Cat api indices understanding

Hi,

I used the cat api to get information about our indices : GET http://localhost:9200/_cat/indices?v.

We change our mapping and this impacts the indices store sizes and i try to figure the size increases.

I am not sure to understand the output precisely.

Provided size are size of data or size on disk ?

Primary store size is the mean size of one primary or the size of all primaries ?

I guess that primary store size is the size of all primaries and the store size should be equal to : (1+nb of replica)*(primary store size) is it right ?

But in fact this is not the case, store size is almost equal to (1+nb of replica)*(primary store size) but not exactly.

Last point to evaluate the mean size of one document, is it possible to compute : (primary store size)/(number of doc+number of deleted docs) ?

I understood that deleted docs are still in the indices but no more accessible.

Thanks for any helps.

B. Granier

Hi @granier,

You should see two columns: store.size and pri.store.size. store.size is the total size (primaries and replicas), whereas pri.store.size is the size of primaries alone. This is storage (disk) size.

Notice that you can get help on the column headers using:

GET _cat/indices?help

Notice that replicas and primary are not necessarily identically sized. It is expected that the formula you have do not give the exact number. There are multiple reasons for this, since each replica/primary in many ways works independently, maintaining their own lucene index for the shard. For instance, indexing does not necessarily happen in the same order and merging may kick in at different times.
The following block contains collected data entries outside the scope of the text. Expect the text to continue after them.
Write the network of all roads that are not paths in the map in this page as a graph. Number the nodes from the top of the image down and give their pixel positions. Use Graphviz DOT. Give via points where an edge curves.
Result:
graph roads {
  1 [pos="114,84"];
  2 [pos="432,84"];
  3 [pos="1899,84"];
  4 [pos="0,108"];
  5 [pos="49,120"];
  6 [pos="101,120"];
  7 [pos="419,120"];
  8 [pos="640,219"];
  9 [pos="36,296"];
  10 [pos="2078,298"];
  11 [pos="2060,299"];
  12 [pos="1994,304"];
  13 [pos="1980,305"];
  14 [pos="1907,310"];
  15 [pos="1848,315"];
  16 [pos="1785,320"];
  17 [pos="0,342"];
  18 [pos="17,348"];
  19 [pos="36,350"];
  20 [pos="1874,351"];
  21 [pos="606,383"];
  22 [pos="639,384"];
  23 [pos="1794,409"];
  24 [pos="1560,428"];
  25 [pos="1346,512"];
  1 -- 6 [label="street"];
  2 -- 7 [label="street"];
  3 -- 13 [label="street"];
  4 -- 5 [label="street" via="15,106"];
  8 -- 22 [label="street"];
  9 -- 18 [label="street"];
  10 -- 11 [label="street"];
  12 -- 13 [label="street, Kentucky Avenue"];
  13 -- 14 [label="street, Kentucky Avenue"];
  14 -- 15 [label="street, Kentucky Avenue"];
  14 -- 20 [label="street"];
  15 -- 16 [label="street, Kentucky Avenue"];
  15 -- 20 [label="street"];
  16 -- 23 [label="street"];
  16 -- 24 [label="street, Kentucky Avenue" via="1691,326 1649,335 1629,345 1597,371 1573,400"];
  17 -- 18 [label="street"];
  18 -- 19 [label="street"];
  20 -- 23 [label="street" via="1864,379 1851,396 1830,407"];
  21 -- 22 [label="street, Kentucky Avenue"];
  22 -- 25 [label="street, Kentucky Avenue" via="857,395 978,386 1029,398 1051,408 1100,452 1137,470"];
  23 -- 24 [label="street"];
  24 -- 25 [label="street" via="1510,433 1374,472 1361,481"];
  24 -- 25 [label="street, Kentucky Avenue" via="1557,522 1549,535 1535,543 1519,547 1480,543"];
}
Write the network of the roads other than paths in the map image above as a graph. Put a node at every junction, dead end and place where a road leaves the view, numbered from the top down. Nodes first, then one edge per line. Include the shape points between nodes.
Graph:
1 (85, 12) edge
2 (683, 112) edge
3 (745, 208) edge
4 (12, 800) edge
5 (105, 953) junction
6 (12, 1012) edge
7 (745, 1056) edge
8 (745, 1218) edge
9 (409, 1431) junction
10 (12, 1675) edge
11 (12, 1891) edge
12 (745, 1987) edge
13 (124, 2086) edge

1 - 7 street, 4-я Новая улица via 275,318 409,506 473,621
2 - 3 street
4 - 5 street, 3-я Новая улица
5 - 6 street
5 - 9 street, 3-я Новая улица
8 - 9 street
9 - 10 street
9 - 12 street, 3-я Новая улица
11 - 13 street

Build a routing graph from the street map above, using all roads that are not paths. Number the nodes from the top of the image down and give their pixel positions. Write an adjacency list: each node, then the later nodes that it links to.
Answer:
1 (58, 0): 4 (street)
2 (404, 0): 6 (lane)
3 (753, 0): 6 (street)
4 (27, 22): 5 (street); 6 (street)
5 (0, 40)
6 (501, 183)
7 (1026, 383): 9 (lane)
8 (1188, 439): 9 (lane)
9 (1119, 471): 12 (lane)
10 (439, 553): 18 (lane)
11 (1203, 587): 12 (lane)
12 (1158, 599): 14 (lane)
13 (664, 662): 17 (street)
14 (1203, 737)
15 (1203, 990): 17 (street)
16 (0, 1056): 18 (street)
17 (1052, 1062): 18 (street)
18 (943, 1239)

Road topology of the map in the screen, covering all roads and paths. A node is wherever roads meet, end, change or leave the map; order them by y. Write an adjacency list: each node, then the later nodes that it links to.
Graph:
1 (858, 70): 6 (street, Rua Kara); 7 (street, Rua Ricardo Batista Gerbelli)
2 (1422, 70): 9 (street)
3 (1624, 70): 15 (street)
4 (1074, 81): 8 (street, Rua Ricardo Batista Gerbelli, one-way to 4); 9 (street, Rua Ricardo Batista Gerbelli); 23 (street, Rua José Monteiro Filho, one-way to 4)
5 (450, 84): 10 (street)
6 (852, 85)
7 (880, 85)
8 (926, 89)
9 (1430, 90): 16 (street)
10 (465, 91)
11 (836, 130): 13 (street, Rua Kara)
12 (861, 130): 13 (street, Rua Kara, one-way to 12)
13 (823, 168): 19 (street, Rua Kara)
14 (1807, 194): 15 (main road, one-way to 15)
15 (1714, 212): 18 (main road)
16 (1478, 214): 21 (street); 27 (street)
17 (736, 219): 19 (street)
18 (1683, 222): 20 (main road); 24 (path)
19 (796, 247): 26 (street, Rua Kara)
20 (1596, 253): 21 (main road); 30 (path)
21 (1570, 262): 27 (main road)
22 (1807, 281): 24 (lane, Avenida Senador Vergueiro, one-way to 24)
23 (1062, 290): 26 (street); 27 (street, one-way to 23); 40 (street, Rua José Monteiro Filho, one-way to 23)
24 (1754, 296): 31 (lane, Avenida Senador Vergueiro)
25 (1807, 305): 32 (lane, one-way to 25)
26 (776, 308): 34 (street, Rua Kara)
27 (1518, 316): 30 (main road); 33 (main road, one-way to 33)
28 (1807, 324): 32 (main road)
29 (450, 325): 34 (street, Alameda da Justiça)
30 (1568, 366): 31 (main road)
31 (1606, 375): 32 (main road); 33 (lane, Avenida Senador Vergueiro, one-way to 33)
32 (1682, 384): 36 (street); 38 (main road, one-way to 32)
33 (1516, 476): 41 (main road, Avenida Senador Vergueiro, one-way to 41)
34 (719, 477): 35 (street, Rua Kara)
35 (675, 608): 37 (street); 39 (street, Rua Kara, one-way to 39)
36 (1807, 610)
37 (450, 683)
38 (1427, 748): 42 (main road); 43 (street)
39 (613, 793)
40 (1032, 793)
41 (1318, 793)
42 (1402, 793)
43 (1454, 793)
I am not sure what exactly you want out of the avg size calculation. You can do the avg as you describe it and it will then give you the avg size over current docs and deletions. Notice that deletions occur for two reasons: updates and deletes. If you want to use this for forecasting storage use, it might make sense to use the more conservative (size/number of docs) instead in order to not shoot under the target, but it does depend on whether you expect many updates/deletes or not.

Hi Henning,

Thanks for your explanations that are clear and precise.

My first goal is to understand how indices sizes grow after mapping changes.

But due to our process, the computation is not so easy :

  • the number of indexed documents changed.
  • to be able to change the mapping, we delete all indices and index all documents again, so the number of deleted documents changed.

To have an estimation of growth I try to compute the size of one document ...

Hi @granier,

the way Lucene stores docs is complicated and I think trying to compare between one data set with the old mappings and deletions in it vs another data set with the new mappings and no deletions will be hard and likely error prone.

I think a better approach is to pick a relevant subset of data, index it into an index using the old mapping and index the same subset of data into another index using the new mapping. Then compare sizes of those two indices. The data set has to have a "good" size, i.e. not be unrealistically small and also not too large so that the exercise takes too long. You could let your target index have only one primary shard and target 50GB for the experiment. You can use reindex to copy the data.

Hi,

Thanks for this last comment. To use reindex is not so easy due to disk size and storage management.

But we can investigate this way to improve our processes, good idea.

Thanks for support.

B. Granier

This topic was automatically closed 28 days after the last reply. New replies are no longer allowed.